------ Dataset entries ------
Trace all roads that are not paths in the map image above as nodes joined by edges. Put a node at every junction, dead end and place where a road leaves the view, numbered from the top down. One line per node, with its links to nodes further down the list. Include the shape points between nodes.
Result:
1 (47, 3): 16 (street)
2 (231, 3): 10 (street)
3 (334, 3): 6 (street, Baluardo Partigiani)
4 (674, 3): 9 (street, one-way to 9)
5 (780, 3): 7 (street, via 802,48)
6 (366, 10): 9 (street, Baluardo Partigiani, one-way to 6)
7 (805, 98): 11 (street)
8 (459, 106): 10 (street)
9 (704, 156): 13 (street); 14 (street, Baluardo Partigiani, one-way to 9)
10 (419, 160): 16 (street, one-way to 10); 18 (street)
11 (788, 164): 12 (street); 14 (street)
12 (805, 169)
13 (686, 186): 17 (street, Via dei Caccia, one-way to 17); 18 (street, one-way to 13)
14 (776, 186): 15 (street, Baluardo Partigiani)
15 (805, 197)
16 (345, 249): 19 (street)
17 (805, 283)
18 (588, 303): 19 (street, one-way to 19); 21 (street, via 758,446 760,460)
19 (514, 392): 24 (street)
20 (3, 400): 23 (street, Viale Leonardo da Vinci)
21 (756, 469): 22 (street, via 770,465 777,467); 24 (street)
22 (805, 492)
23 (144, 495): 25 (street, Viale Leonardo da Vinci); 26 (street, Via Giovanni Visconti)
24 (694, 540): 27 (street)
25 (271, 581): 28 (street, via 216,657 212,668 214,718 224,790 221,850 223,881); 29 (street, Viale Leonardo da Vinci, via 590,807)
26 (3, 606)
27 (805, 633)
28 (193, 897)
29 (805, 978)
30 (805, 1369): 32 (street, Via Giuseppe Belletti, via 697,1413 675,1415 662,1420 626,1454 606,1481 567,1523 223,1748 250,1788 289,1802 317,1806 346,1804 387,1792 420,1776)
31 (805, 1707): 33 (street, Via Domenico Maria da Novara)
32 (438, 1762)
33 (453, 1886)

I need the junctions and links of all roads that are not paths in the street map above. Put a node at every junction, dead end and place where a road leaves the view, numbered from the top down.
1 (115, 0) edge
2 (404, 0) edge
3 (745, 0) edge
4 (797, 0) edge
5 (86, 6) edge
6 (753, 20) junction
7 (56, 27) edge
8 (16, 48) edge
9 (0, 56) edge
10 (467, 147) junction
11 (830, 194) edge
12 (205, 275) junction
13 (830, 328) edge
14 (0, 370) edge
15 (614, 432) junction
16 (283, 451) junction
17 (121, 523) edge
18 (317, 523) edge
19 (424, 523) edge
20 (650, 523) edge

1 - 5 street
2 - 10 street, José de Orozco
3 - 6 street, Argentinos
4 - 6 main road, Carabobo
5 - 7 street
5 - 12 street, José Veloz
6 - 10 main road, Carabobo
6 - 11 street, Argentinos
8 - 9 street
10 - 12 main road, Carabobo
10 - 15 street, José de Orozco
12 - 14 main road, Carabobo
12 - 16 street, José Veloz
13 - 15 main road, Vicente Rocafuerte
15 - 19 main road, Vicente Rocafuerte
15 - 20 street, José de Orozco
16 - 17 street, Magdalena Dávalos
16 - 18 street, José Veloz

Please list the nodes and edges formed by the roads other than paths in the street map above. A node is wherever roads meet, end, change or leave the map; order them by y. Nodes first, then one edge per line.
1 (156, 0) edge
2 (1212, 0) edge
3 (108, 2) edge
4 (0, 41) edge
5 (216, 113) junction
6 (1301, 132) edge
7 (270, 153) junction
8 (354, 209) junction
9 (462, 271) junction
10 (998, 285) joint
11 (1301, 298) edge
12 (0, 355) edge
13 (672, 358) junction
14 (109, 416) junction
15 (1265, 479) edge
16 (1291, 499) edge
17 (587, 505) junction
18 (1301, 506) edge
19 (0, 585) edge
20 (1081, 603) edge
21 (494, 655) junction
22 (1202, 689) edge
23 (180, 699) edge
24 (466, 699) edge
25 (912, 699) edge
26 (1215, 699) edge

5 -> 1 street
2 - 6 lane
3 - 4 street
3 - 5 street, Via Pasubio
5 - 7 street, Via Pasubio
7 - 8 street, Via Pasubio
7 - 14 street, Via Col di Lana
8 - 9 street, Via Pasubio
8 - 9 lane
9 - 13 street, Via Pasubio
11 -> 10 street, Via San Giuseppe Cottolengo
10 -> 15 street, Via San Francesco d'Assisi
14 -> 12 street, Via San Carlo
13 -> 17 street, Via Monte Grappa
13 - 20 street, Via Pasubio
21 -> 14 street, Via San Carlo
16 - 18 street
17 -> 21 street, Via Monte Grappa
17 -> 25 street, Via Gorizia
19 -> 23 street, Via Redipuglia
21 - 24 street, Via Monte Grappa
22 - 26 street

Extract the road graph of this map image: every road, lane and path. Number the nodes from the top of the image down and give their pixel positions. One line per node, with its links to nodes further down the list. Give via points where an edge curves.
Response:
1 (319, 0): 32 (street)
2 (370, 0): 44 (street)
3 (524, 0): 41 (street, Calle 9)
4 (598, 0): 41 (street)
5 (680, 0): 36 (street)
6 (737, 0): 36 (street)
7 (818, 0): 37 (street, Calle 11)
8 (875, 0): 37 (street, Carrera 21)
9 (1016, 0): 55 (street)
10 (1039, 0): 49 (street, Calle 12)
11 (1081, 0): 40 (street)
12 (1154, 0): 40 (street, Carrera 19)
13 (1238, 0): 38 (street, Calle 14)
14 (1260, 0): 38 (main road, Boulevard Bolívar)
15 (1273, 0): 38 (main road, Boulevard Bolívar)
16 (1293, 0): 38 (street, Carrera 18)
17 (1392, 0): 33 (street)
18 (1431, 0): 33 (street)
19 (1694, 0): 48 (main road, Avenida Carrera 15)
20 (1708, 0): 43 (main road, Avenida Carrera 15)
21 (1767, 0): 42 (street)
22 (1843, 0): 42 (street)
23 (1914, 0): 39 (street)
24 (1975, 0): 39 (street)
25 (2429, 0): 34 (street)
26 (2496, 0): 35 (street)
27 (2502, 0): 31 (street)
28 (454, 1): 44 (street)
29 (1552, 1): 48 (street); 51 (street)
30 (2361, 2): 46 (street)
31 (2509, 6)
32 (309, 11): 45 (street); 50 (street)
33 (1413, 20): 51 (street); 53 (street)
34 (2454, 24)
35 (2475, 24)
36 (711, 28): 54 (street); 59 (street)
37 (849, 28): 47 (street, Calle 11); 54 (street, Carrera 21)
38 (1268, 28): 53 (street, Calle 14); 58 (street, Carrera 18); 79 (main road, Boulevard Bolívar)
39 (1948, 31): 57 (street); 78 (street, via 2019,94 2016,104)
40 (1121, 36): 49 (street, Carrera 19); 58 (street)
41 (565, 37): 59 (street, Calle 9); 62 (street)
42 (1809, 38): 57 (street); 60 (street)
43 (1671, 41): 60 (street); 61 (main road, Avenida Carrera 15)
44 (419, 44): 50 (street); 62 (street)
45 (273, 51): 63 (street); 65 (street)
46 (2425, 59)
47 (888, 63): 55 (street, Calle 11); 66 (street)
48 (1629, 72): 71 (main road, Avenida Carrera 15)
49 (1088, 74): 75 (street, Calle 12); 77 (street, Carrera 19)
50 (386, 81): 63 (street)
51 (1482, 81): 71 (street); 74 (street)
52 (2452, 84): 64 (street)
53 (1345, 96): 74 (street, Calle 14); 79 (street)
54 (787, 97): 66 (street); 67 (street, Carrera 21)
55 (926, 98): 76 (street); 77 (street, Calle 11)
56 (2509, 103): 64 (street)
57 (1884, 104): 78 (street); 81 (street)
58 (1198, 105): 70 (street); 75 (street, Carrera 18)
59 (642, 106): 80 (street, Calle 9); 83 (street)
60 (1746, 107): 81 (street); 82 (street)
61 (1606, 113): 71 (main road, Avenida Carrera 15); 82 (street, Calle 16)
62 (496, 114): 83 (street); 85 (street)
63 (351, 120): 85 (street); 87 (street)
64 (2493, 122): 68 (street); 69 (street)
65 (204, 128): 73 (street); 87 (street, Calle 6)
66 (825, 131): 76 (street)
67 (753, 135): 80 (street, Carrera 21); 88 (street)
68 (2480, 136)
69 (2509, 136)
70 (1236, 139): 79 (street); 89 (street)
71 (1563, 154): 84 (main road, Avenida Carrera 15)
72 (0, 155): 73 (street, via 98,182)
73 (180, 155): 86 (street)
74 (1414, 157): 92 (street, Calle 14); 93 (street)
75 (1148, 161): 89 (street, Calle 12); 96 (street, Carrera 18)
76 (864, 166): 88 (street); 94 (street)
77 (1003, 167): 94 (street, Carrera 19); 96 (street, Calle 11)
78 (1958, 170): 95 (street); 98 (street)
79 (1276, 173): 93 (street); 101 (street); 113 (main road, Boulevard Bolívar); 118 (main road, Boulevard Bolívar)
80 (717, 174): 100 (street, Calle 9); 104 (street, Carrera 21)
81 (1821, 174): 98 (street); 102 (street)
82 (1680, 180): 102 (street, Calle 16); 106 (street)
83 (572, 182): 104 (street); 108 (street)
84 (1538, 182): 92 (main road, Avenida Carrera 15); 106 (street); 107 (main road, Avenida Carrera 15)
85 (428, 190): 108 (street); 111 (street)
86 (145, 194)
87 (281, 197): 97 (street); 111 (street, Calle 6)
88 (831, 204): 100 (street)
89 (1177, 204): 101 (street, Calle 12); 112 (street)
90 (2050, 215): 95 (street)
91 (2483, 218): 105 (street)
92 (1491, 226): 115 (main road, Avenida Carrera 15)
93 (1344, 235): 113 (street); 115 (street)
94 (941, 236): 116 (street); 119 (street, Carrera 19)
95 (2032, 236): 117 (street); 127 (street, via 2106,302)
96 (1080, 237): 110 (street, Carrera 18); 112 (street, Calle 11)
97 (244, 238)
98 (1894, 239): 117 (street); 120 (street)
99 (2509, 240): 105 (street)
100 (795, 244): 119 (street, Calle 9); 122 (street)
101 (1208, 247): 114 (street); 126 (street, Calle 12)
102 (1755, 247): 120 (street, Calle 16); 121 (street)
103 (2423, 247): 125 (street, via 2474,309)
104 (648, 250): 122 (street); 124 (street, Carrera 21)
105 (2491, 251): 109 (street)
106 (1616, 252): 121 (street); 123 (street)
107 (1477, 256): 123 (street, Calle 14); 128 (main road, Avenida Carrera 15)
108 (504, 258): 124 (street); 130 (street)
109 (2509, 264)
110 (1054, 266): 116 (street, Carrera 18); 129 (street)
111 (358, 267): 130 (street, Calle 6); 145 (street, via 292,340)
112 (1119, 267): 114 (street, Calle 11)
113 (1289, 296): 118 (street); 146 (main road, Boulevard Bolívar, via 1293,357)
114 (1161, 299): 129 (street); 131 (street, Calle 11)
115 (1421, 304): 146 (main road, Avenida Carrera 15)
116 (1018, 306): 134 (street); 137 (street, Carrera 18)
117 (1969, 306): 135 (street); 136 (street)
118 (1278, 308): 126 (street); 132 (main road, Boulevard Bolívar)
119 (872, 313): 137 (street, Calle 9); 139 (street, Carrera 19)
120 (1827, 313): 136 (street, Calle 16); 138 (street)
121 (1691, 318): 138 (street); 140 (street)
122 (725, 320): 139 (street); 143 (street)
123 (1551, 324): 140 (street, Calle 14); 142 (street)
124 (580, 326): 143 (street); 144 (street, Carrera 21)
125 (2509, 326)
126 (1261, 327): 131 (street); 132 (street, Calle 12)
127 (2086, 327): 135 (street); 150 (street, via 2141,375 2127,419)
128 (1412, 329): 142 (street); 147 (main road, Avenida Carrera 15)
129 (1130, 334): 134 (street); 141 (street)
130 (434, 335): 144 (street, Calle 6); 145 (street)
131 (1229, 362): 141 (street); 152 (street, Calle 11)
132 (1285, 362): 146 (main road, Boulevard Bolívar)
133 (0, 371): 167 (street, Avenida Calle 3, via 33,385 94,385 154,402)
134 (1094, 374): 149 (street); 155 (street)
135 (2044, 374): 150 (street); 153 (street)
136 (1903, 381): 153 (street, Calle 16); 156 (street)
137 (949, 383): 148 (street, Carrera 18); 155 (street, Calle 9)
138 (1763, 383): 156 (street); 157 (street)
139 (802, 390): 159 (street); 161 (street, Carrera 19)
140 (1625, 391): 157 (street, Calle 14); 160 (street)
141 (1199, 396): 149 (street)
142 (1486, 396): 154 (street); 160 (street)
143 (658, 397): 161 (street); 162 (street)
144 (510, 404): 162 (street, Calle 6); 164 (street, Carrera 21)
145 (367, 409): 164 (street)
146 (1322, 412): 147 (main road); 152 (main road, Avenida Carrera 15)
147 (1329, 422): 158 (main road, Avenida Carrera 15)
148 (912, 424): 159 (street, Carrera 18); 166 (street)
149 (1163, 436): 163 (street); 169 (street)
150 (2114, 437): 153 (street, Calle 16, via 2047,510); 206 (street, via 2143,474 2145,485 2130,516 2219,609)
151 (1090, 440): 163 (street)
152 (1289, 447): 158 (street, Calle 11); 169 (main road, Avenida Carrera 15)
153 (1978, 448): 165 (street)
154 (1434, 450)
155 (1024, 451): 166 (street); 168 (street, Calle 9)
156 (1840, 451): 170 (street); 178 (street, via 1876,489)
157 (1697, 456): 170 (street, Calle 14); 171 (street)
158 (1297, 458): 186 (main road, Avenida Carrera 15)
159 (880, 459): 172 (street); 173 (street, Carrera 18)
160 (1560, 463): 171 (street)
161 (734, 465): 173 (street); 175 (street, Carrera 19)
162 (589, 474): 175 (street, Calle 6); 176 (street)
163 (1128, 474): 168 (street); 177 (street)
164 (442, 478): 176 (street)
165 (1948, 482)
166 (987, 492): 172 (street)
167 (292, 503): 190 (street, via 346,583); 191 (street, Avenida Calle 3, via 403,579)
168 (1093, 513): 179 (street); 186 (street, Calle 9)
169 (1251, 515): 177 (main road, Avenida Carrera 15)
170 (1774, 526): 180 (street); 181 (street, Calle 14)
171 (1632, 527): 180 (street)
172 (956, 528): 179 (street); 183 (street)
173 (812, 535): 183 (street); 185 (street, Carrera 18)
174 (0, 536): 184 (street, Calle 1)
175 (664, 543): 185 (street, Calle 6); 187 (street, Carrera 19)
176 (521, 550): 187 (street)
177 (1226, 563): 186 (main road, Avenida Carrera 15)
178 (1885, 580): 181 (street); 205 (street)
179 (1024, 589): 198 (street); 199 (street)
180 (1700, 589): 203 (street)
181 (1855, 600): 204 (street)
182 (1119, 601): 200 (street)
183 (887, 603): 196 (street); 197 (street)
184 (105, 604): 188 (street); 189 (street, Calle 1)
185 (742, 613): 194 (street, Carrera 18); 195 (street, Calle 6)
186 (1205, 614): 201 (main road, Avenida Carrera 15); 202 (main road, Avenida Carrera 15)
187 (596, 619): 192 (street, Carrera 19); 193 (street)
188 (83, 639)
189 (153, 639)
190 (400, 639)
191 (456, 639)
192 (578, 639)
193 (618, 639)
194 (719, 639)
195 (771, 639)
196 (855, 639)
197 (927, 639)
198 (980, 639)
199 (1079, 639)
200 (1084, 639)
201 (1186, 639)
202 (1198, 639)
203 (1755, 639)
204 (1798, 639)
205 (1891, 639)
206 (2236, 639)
------
Exercise requirements:
For the word "node", show every line of the entries that holds it.

Finished exercise:
Trace all roads that are not paths in the map image above as nodes joined by edges. Put a node at every junction, dead end and place where a road leaves the view, numbered from the top down. One line per node, with its links to nodes further down the list. Include the shape points between nodes.
I need the junctions and links of all roads that are not paths in the street map above. Put a node at every junction, dead end and place where a road leaves the view, numbered from the top down.
Please list the nodes and edges formed by the roads other than paths in the street map above. A node is wherever roads meet, end, change or leave the map; order them by y. Nodes first, then one edge per line.
Extract the road graph of this map image: every road, lane and path. Number the nodes from the top of the image down and give their pixel positions. One line per node, with its links to nodes further down the list. Give via points where an edge curves.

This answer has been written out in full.